+++ Source material
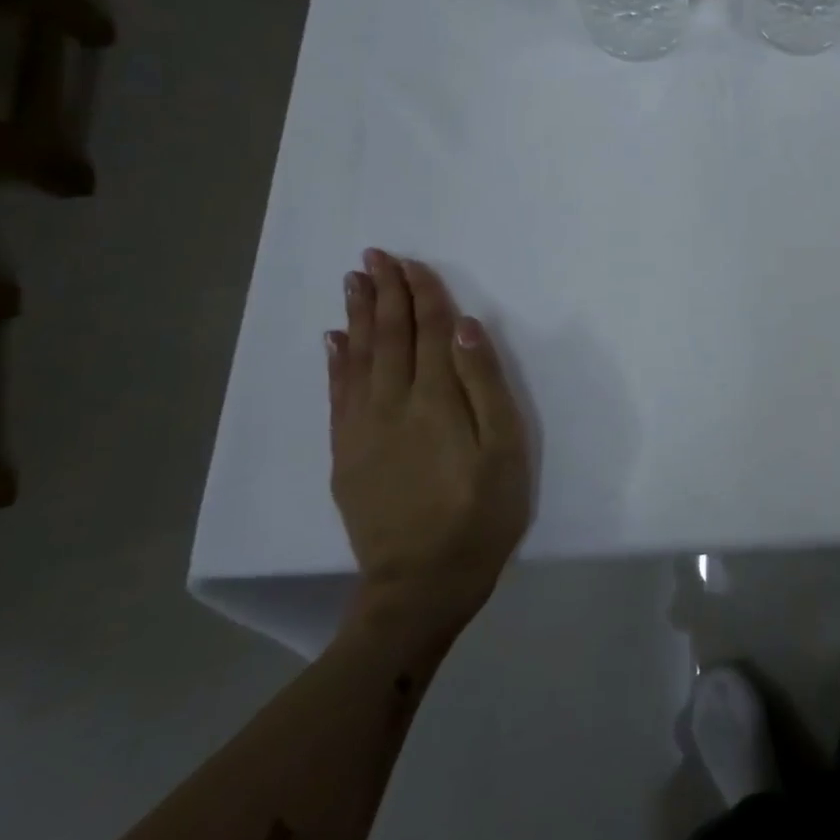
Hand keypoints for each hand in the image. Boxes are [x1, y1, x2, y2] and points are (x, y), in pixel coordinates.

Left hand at [327, 250, 533, 646]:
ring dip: (358, 317)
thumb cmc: (482, 514)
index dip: (424, 296)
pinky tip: (334, 340)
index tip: (413, 262)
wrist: (421, 584)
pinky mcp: (346, 455)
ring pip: (358, 359)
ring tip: (354, 282)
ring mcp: (363, 431)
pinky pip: (337, 396)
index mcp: (437, 401)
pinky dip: (336, 362)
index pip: (431, 333)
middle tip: (376, 255)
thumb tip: (467, 329)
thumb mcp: (506, 450)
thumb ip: (487, 386)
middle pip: (390, 338)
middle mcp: (393, 405)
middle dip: (385, 294)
++++++
> _Your objective_
Leaving out the pictures, repeat all the entries exactly as they stand.

> _Written answer_
Hand keypoints for each hand in the image. Boxes are [x1, y1, x2, y2] and points are (x, y), in pixel coordinates.

Left hand at [327, 250, 533, 646]:
ring dip: (358, 317)
thumb cmc: (482, 514)
index dip: (424, 296)
pinky tip: (334, 340)
index tip: (413, 262)
wrist: (421, 584)
pinky mcp: (346, 455)
ring pip: (358, 359)
ring tip: (354, 282)
ring mcp: (363, 431)
pinky pip: (337, 396)
index mcp: (437, 401)
pinky dip: (336, 362)
index pip: (431, 333)
middle tip: (376, 255)
thumb tip: (467, 329)
thumb mcp: (506, 450)
thumb ip: (487, 386)
middle pip: (390, 338)
middle mcp: (393, 405)
middle dip: (385, 294)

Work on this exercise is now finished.